Information Block Start

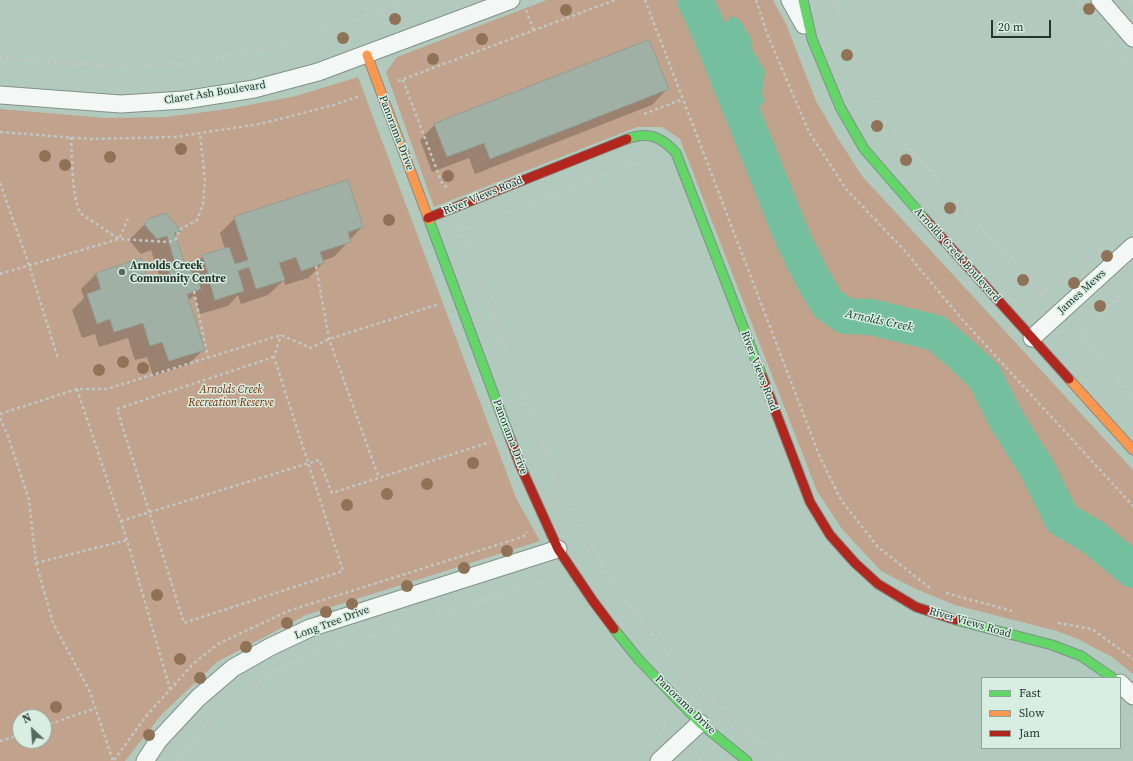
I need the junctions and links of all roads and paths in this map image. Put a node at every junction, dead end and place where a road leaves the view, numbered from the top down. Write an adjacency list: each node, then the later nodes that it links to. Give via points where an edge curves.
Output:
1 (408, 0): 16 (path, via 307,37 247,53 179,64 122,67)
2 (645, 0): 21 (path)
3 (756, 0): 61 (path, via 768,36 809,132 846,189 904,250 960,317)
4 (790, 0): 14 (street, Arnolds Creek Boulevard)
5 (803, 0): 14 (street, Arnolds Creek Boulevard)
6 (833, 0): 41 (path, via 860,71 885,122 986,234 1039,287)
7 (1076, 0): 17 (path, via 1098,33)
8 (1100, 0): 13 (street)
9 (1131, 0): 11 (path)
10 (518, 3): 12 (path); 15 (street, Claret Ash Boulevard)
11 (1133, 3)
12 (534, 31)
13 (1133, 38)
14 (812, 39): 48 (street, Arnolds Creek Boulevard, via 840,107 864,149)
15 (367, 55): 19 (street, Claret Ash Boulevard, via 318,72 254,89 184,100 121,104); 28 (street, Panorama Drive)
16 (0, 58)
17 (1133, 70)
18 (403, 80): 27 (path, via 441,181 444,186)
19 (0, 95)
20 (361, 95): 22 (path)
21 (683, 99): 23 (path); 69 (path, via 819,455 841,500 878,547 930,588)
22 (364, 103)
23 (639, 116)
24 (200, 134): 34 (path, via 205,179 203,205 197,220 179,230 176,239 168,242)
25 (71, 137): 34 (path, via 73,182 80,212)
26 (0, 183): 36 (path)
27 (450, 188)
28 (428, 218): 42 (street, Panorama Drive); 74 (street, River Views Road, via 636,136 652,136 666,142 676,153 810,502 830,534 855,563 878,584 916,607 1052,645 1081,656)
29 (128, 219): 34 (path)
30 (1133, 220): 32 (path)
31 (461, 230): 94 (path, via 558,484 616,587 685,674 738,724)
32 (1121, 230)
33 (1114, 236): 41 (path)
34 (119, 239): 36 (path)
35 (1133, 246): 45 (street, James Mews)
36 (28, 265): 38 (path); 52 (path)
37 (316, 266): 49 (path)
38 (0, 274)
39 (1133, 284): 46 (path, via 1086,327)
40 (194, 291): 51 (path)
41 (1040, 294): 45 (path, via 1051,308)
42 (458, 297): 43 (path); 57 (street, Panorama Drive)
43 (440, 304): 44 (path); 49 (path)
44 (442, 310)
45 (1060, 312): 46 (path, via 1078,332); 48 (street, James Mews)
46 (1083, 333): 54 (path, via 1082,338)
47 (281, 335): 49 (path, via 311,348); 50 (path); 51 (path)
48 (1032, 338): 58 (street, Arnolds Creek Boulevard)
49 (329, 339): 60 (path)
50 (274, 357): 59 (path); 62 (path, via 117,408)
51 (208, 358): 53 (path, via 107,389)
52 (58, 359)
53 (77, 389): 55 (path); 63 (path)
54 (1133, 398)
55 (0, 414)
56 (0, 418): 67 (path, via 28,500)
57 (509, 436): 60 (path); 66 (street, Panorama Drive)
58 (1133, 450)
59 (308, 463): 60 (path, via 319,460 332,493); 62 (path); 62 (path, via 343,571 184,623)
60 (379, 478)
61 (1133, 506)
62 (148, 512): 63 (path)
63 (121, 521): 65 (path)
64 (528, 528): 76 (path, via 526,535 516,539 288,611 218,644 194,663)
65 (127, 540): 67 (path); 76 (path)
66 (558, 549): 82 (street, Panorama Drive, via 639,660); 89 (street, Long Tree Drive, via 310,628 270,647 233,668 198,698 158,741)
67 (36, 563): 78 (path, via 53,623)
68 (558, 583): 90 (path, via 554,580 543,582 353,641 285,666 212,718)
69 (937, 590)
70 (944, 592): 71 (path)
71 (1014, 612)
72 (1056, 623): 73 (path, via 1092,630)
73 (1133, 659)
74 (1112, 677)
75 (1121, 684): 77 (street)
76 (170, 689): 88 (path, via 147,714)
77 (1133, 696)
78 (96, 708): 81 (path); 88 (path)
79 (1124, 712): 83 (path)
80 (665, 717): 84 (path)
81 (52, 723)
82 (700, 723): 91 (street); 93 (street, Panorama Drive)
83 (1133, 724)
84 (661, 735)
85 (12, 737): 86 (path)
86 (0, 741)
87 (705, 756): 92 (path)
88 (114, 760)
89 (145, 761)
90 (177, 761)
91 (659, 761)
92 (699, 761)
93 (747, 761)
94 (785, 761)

Information Block End

=== Task details ===
Set down the data exactly as it appears, without any images.

=== Completed exercise ===
I need the junctions and links of all roads and paths in this map image. Put a node at every junction, dead end and place where a road leaves the view, numbered from the top down. Write an adjacency list: each node, then the later nodes that it links to. Give via points where an edge curves.
Output:
1 (408, 0): 16 (path, via 307,37 247,53 179,64 122,67)
2 (645, 0): 21 (path)
3 (756, 0): 61 (path, via 768,36 809,132 846,189 904,250 960,317)
4 (790, 0): 14 (street, Arnolds Creek Boulevard)
5 (803, 0): 14 (street, Arnolds Creek Boulevard)
6 (833, 0): 41 (path, via 860,71 885,122 986,234 1039,287)
7 (1076, 0): 17 (path, via 1098,33)
8 (1100, 0): 13 (street)
9 (1131, 0): 11 (path)
10 (518, 3): 12 (path); 15 (street, Claret Ash Boulevard)
11 (1133, 3)
12 (534, 31)
13 (1133, 38)
14 (812, 39): 48 (street, Arnolds Creek Boulevard, via 840,107 864,149)
15 (367, 55): 19 (street, Claret Ash Boulevard, via 318,72 254,89 184,100 121,104); 28 (street, Panorama Drive)
16 (0, 58)
17 (1133, 70)
18 (403, 80): 27 (path, via 441,181 444,186)
19 (0, 95)
20 (361, 95): 22 (path)
21 (683, 99): 23 (path); 69 (path, via 819,455 841,500 878,547 930,588)
22 (364, 103)
23 (639, 116)
24 (200, 134): 34 (path, via 205,179 203,205 197,220 179,230 176,239 168,242)
25 (71, 137): 34 (path, via 73,182 80,212)
26 (0, 183): 36 (path)
27 (450, 188)
28 (428, 218): 42 (street, Panorama Drive); 74 (street, River Views Road, via 636,136 652,136 666,142 676,153 810,502 830,534 855,563 878,584 916,607 1052,645 1081,656)
29 (128, 219): 34 (path)
30 (1133, 220): 32 (path)
31 (461, 230): 94 (path, via 558,484 616,587 685,674 738,724)
32 (1121, 230)
33 (1114, 236): 41 (path)
34 (119, 239): 36 (path)
35 (1133, 246): 45 (street, James Mews)
36 (28, 265): 38 (path); 52 (path)
37 (316, 266): 49 (path)
38 (0, 274)
39 (1133, 284): 46 (path, via 1086,327)
40 (194, 291): 51 (path)
41 (1040, 294): 45 (path, via 1051,308)
42 (458, 297): 43 (path); 57 (street, Panorama Drive)
43 (440, 304): 44 (path); 49 (path)
44 (442, 310)
45 (1060, 312): 46 (path, via 1078,332); 48 (street, James Mews)
46 (1083, 333): 54 (path, via 1082,338)
47 (281, 335): 49 (path, via 311,348); 50 (path); 51 (path)
48 (1032, 338): 58 (street, Arnolds Creek Boulevard)
49 (329, 339): 60 (path)
50 (274, 357): 59 (path); 62 (path, via 117,408)
51 (208, 358): 53 (path, via 107,389)
52 (58, 359)
53 (77, 389): 55 (path); 63 (path)
54 (1133, 398)
55 (0, 414)
56 (0, 418): 67 (path, via 28,500)
57 (509, 436): 60 (path); 66 (street, Panorama Drive)
58 (1133, 450)
59 (308, 463): 60 (path, via 319,460 332,493); 62 (path); 62 (path, via 343,571 184,623)
60 (379, 478)
61 (1133, 506)
62 (148, 512): 63 (path)
63 (121, 521): 65 (path)
64 (528, 528): 76 (path, via 526,535 516,539 288,611 218,644 194,663)
65 (127, 540): 67 (path); 76 (path)
66 (558, 549): 82 (street, Panorama Drive, via 639,660); 89 (street, Long Tree Drive, via 310,628 270,647 233,668 198,698 158,741)
67 (36, 563): 78 (path, via 53,623)
68 (558, 583): 90 (path, via 554,580 543,582 353,641 285,666 212,718)
69 (937, 590)
70 (944, 592): 71 (path)
71 (1014, 612)
72 (1056, 623): 73 (path, via 1092,630)
73 (1133, 659)
74 (1112, 677)
75 (1121, 684): 77 (street)
76 (170, 689): 88 (path, via 147,714)
77 (1133, 696)
78 (96, 708): 81 (path); 88 (path)
79 (1124, 712): 83 (path)
80 (665, 717): 84 (path)
81 (52, 723)
82 (700, 723): 91 (street); 93 (street, Panorama Drive)
83 (1133, 724)
84 (661, 735)
85 (12, 737): 86 (path)
86 (0, 741)
87 (705, 756): 92 (path)
88 (114, 760)
89 (145, 761)
90 (177, 761)
91 (659, 761)
92 (699, 761)
93 (747, 761)
94 (785, 761)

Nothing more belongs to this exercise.